In 1982, art exhibitor Thaddaeus Ropac visited a basement studio in New York.
Accompanied by Andy Warhol, already a living legend, he might have imagined that he was in the presence of a man who would become America’s most expensive artist.
But what he couldn’t have foreseen was that the title would ultimately belong to the young black man hunched on the floor drawing.
At an auction at Sotherby’s last week Jean-Michel Basquiat surpassed Warhol and placed his name alongside that of Pablo Picasso and Francis Bacon among the world’s most prized painters.
The introduction which followed set in motion nearly a decade’s worth of collaboration between Ropac and art’s so-called “wild child”.
“People described him as a wild child, but he was very informed about art himself,” said Ropac, now a prominent gallerist with locations in Austria, France and the United Kingdom. “You could feel this eruptive talent coming from his work.”
Basquiat emerged in the early 1980s at a time when the United States was hungry for painting.

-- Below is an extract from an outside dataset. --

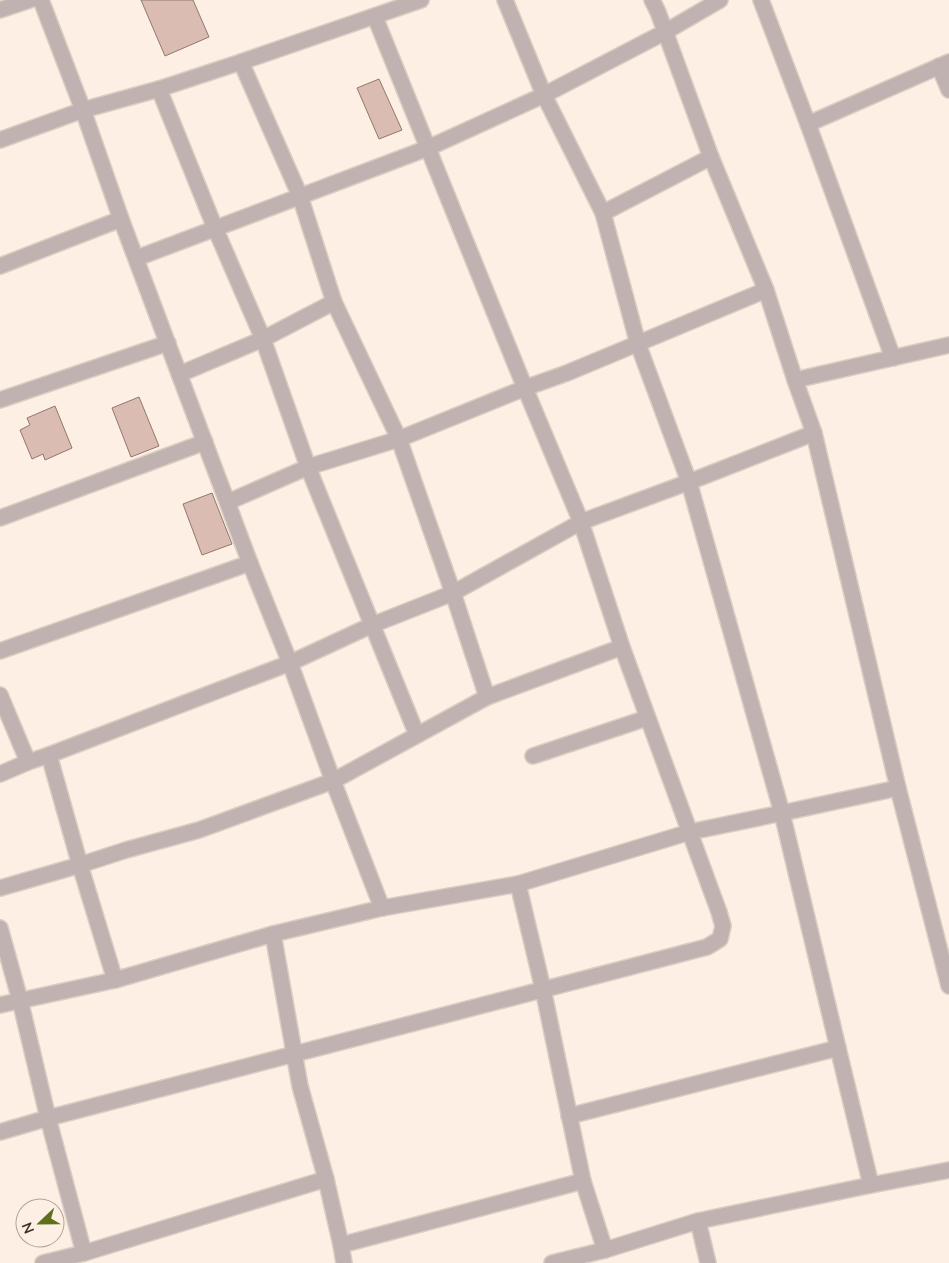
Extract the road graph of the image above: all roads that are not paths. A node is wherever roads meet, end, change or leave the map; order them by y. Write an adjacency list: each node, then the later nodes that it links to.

His style broke with the minimalist and conceptual conventions that had come to dominate American art over the previous decade, Ropac said.
The self-taught artist of Puerto Rican and Haitian origin became a celebrated phenomenon in a very short amount of time. He wore designer clothes and people would stop him to ask for autographs.

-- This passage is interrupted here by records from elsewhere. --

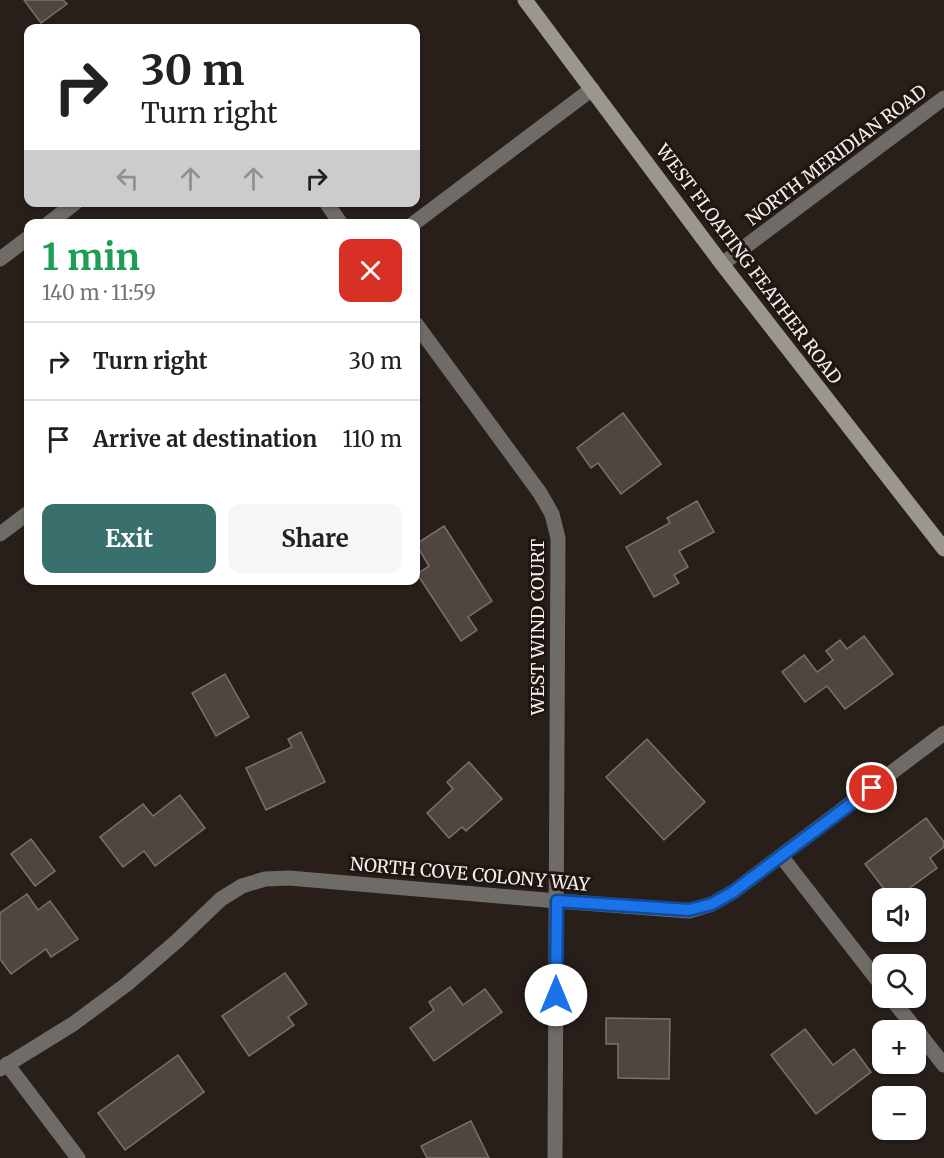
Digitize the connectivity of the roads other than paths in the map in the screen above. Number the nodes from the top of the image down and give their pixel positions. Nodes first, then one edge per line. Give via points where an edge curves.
1 (525, 0) edge
2 (592, 89) junction
3 (944, 98) edge
4 (70, 207) edge
5 (54, 219) edge
6 (420, 219) edge
7 (24, 241) edge
8 (0, 259) edge
9 (722, 264) junction
10 (420, 329) edge
11 (24, 516) edge
12 (0, 534) edge
13 (944, 549) edge
14 (944, 733) edge
15 (781, 856) junction
16 (557, 901) junction
17 (872, 973) edge
18 (899, 1008) edge
19 (944, 1065) edge
20 (4, 1066) edge
21 (78, 1158) edge
22 (555, 1158) edge

1 - 2 main road, WEST FLOATING FEATHER ROAD
2 - 6 street
2 - 9 main road, WEST FLOATING FEATHER ROAD
3 - 9 street, NORTH MERIDIAN ROAD
4 - 5 street
7 - 8 street
9 - 13 main road, WEST FLOATING FEATHER ROAD
10 - 16 street, WEST WIND COURT via 540,493 552,514 558,538
11 - 12 street
14 - 15 street, NORTH COVE COLONY WAY
15 - 16 street, NORTH COVE COLONY WAY via 733,892 712,904 689,910
15 - 17 street
16 - 20 street, NORTH COVE COLONY WAY via 289,878 242,885 221,898 127,984 73,1024
16 - 22 street, WEST WIND COURT
18 - 19 street
20 - 21 street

“He brought a kind of freedom to painting,” Ropac said. “He allowed a narrative in American art. It was so new, it was so uncontrolled. He did it with his genius. He was a natural and so naturally gifted.”
Basquiat was born in Brooklyn on December 22, 1960. From an early age he showed an affinity for drawing according to The Estate of Jean-Michel Basquiat, which chronicles the artist’s life.
He would frequently be joined in his sketching by his mother Matilde whose influence in taking him to visit New York’s art museums helped cultivate Basquiat’s artistry.
By the late 1970s Basquiat was earning a name for himself. He had joined classmate and graffiti artist Al Diaz to form the enigmatic collective SAMO.
Together they tagged lower Manhattan buildings with cryptic messages which attracted media attention, according to the Barbican performing arts centre in London, which will exhibit more than 100 Basquiat works in September.
By 1983 he exploded onto the world scene, painting in his own blood, on clothing, on architectural fragments and on enormous canvases. He also made appearances in film and television shows, the Barbican said.
He soon was taken in by Andy Warhol with whom he collaborated and had a close relationship punctuated by mutual respect and trust.
Basquiat was in awe of Warhol and the two were matched intellectually. It was a relationship on which Basquiat depended and struggled to recreate after Warhol’s death in 1987, Ropac said.
In that basement studio in Soho, Warhol’s introduction was enough for Basquiat to give Ropac 12 of his drawings to take back to Austria for Ropac’s first gallery opening in 1983.
“Basquiat was openly trustful based on nothing,” Ropac said. “I had nothing to show him (at the time). The art world functioned like that back then. It was this small ivory tower. There were no contracts.”